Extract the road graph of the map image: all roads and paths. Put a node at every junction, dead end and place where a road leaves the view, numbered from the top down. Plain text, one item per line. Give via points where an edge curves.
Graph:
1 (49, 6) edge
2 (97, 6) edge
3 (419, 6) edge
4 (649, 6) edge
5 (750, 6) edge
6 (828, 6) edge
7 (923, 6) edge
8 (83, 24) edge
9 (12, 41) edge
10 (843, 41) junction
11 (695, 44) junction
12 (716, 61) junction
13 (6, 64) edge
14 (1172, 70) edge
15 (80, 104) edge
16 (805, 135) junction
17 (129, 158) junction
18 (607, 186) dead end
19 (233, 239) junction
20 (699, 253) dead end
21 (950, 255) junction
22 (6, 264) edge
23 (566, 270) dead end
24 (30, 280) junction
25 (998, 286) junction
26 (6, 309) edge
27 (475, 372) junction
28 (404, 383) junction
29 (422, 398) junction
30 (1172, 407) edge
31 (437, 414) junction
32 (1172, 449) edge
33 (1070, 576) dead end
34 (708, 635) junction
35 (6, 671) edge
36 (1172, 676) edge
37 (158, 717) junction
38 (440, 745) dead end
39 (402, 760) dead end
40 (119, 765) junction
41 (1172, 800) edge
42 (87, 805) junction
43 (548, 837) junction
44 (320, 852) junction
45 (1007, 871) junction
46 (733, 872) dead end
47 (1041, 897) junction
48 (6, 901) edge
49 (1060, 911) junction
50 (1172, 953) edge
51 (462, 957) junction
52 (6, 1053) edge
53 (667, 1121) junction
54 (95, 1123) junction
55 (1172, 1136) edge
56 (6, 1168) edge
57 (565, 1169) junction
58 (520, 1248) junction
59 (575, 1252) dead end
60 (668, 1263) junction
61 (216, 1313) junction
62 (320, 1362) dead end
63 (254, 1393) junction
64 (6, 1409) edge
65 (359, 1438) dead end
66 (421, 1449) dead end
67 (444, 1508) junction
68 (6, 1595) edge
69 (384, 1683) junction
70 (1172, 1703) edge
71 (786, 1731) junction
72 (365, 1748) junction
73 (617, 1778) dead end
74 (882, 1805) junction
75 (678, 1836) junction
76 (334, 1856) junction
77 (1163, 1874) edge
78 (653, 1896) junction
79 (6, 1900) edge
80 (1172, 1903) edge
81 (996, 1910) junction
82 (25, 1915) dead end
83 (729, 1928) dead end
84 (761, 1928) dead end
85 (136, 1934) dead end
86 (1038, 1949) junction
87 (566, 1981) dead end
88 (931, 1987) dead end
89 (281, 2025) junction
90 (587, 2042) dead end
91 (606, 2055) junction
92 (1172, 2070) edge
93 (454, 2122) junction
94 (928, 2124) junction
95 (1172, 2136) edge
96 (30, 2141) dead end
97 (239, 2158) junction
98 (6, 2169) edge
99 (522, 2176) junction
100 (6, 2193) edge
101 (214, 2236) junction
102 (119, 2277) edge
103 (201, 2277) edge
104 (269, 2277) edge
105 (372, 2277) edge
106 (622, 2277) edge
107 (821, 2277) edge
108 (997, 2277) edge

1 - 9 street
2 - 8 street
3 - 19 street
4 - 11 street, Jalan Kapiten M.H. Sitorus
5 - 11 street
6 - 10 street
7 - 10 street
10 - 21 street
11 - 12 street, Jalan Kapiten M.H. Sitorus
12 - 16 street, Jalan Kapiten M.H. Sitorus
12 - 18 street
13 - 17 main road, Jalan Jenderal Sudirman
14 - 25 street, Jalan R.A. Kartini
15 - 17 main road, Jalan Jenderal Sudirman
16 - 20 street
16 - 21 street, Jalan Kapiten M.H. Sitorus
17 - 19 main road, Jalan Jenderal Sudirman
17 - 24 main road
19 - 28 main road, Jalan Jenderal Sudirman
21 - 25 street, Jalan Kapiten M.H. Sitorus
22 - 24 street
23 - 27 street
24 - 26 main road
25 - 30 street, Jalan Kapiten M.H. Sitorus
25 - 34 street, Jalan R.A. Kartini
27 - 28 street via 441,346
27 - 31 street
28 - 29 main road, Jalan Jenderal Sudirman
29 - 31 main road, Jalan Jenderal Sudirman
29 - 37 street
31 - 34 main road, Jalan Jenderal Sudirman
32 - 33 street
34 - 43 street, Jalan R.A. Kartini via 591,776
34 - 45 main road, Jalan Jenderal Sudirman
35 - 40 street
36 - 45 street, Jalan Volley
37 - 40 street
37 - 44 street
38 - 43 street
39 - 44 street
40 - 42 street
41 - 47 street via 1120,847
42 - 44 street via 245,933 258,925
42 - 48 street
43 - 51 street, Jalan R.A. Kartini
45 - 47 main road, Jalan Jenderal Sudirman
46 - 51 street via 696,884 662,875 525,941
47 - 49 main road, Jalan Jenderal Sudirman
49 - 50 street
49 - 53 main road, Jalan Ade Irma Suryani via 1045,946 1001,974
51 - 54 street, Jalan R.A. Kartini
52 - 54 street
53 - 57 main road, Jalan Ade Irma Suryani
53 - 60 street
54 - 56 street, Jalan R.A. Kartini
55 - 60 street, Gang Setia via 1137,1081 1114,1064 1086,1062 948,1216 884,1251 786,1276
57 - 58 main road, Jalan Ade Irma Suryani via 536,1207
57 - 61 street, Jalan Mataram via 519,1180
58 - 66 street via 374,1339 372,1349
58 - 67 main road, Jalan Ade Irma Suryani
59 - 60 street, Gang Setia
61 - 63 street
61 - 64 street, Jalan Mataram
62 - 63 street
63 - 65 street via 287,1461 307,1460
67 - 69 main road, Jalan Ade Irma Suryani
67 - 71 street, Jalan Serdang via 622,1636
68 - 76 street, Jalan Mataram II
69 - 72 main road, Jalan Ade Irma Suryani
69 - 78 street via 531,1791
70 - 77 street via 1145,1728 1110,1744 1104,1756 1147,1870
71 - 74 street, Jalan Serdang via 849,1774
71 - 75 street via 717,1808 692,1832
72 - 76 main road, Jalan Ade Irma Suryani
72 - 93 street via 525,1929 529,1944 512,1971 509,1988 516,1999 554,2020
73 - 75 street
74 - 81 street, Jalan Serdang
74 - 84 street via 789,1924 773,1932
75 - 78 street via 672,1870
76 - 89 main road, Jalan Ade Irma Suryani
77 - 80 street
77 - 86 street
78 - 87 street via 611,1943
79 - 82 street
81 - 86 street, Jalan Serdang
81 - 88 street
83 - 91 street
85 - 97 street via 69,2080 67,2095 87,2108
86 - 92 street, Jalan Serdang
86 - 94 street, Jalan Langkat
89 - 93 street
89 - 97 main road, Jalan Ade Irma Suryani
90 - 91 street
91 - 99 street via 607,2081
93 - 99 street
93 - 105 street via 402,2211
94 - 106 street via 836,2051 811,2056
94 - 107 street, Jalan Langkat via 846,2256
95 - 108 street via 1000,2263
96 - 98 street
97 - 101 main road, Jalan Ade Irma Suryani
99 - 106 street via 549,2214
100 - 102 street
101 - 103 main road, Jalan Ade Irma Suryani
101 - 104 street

********************

Required work: Output all of the records above exactly as they appear.

Answer:
Extract the road graph of the map image: all roads and paths. Put a node at every junction, dead end and place where a road leaves the view, numbered from the top down. Plain text, one item per line. Give via points where an edge curves.
Graph:
1 (49, 6) edge
2 (97, 6) edge
3 (419, 6) edge
4 (649, 6) edge
5 (750, 6) edge
6 (828, 6) edge
7 (923, 6) edge
8 (83, 24) edge
9 (12, 41) edge
10 (843, 41) junction
11 (695, 44) junction
12 (716, 61) junction
13 (6, 64) edge
14 (1172, 70) edge
15 (80, 104) edge
16 (805, 135) junction
17 (129, 158) junction
18 (607, 186) dead end
19 (233, 239) junction
20 (699, 253) dead end
21 (950, 255) junction
22 (6, 264) edge
23 (566, 270) dead end
24 (30, 280) junction
25 (998, 286) junction
26 (6, 309) edge
27 (475, 372) junction
28 (404, 383) junction
29 (422, 398) junction
30 (1172, 407) edge
31 (437, 414) junction
32 (1172, 449) edge
33 (1070, 576) dead end
34 (708, 635) junction
35 (6, 671) edge
36 (1172, 676) edge
37 (158, 717) junction
38 (440, 745) dead end
39 (402, 760) dead end
40 (119, 765) junction
41 (1172, 800) edge
42 (87, 805) junction
43 (548, 837) junction
44 (320, 852) junction
45 (1007, 871) junction
46 (733, 872) dead end
47 (1041, 897) junction
48 (6, 901) edge
49 (1060, 911) junction
50 (1172, 953) edge
51 (462, 957) junction
52 (6, 1053) edge
53 (667, 1121) junction
54 (95, 1123) junction
55 (1172, 1136) edge
56 (6, 1168) edge
57 (565, 1169) junction
58 (520, 1248) junction
59 (575, 1252) dead end
60 (668, 1263) junction
61 (216, 1313) junction
62 (320, 1362) dead end
63 (254, 1393) junction
64 (6, 1409) edge
65 (359, 1438) dead end
66 (421, 1449) dead end
67 (444, 1508) junction
68 (6, 1595) edge
69 (384, 1683) junction
70 (1172, 1703) edge
71 (786, 1731) junction
72 (365, 1748) junction
73 (617, 1778) dead end
74 (882, 1805) junction
75 (678, 1836) junction
76 (334, 1856) junction
77 (1163, 1874) edge
78 (653, 1896) junction
79 (6, 1900) edge
80 (1172, 1903) edge
81 (996, 1910) junction
82 (25, 1915) dead end
83 (729, 1928) dead end
84 (761, 1928) dead end
85 (136, 1934) dead end
86 (1038, 1949) junction
87 (566, 1981) dead end
88 (931, 1987) dead end
89 (281, 2025) junction
90 (587, 2042) dead end
91 (606, 2055) junction
92 (1172, 2070) edge
93 (454, 2122) junction
94 (928, 2124) junction
95 (1172, 2136) edge
96 (30, 2141) dead end
97 (239, 2158) junction
98 (6, 2169) edge
99 (522, 2176) junction
100 (6, 2193) edge
101 (214, 2236) junction
102 (119, 2277) edge
103 (201, 2277) edge
104 (269, 2277) edge
105 (372, 2277) edge
106 (622, 2277) edge
107 (821, 2277) edge
108 (997, 2277) edge

1 - 9 street
2 - 8 street
3 - 19 street
4 - 11 street, Jalan Kapiten M.H. Sitorus
5 - 11 street
6 - 10 street
7 - 10 street
10 - 21 street
11 - 12 street, Jalan Kapiten M.H. Sitorus
12 - 16 street, Jalan Kapiten M.H. Sitorus
12 - 18 street
13 - 17 main road, Jalan Jenderal Sudirman
14 - 25 street, Jalan R.A. Kartini
15 - 17 main road, Jalan Jenderal Sudirman
16 - 20 street
16 - 21 street, Jalan Kapiten M.H. Sitorus
17 - 19 main road, Jalan Jenderal Sudirman
17 - 24 main road
19 - 28 main road, Jalan Jenderal Sudirman
21 - 25 street, Jalan Kapiten M.H. Sitorus
22 - 24 street
23 - 27 street
24 - 26 main road
25 - 30 street, Jalan Kapiten M.H. Sitorus
25 - 34 street, Jalan R.A. Kartini
27 - 28 street via 441,346
27 - 31 street
28 - 29 main road, Jalan Jenderal Sudirman
29 - 31 main road, Jalan Jenderal Sudirman
29 - 37 street
31 - 34 main road, Jalan Jenderal Sudirman
32 - 33 street
34 - 43 street, Jalan R.A. Kartini via 591,776
34 - 45 main road, Jalan Jenderal Sudirman
35 - 40 street
36 - 45 street, Jalan Volley
37 - 40 street
37 - 44 street
38 - 43 street
39 - 44 street
40 - 42 street
41 - 47 street via 1120,847
42 - 44 street via 245,933 258,925
42 - 48 street
43 - 51 street, Jalan R.A. Kartini
45 - 47 main road, Jalan Jenderal Sudirman
46 - 51 street via 696,884 662,875 525,941
47 - 49 main road, Jalan Jenderal Sudirman
49 - 50 street
49 - 53 main road, Jalan Ade Irma Suryani via 1045,946 1001,974
51 - 54 street, Jalan R.A. Kartini
52 - 54 street
53 - 57 main road, Jalan Ade Irma Suryani
53 - 60 street
54 - 56 street, Jalan R.A. Kartini
55 - 60 street, Gang Setia via 1137,1081 1114,1064 1086,1062 948,1216 884,1251 786,1276
57 - 58 main road, Jalan Ade Irma Suryani via 536,1207
57 - 61 street, Jalan Mataram via 519,1180
58 - 66 street via 374,1339 372,1349
58 - 67 main road, Jalan Ade Irma Suryani
59 - 60 street, Gang Setia
61 - 63 street
61 - 64 street, Jalan Mataram
62 - 63 street
63 - 65 street via 287,1461 307,1460
67 - 69 main road, Jalan Ade Irma Suryani
67 - 71 street, Jalan Serdang via 622,1636
68 - 76 street, Jalan Mataram II
69 - 72 main road, Jalan Ade Irma Suryani
69 - 78 street via 531,1791
70 - 77 street via 1145,1728 1110,1744 1104,1756 1147,1870
71 - 74 street, Jalan Serdang via 849,1774
71 - 75 street via 717,1808 692,1832
72 - 76 main road, Jalan Ade Irma Suryani
72 - 93 street via 525,1929 529,1944 512,1971 509,1988 516,1999 554,2020
73 - 75 street
74 - 81 street, Jalan Serdang
74 - 84 street via 789,1924 773,1932
75 - 78 street via 672,1870
76 - 89 main road, Jalan Ade Irma Suryani
77 - 80 street
77 - 86 street
78 - 87 street via 611,1943
79 - 82 street
81 - 86 street, Jalan Serdang
81 - 88 street
83 - 91 street
85 - 97 street via 69,2080 67,2095 87,2108
86 - 92 street, Jalan Serdang
86 - 94 street, Jalan Langkat
89 - 93 street
89 - 97 main road, Jalan Ade Irma Suryani
90 - 91 street
91 - 99 street via 607,2081
93 - 99 street
93 - 105 street via 402,2211
94 - 106 street via 836,2051 811,2056
94 - 107 street, Jalan Langkat via 846,2256
95 - 108 street via 1000,2263
96 - 98 street
97 - 101 main road, Jalan Ade Irma Suryani
99 - 106 street via 549,2214
100 - 102 street
101 - 103 main road, Jalan Ade Irma Suryani
101 - 104 street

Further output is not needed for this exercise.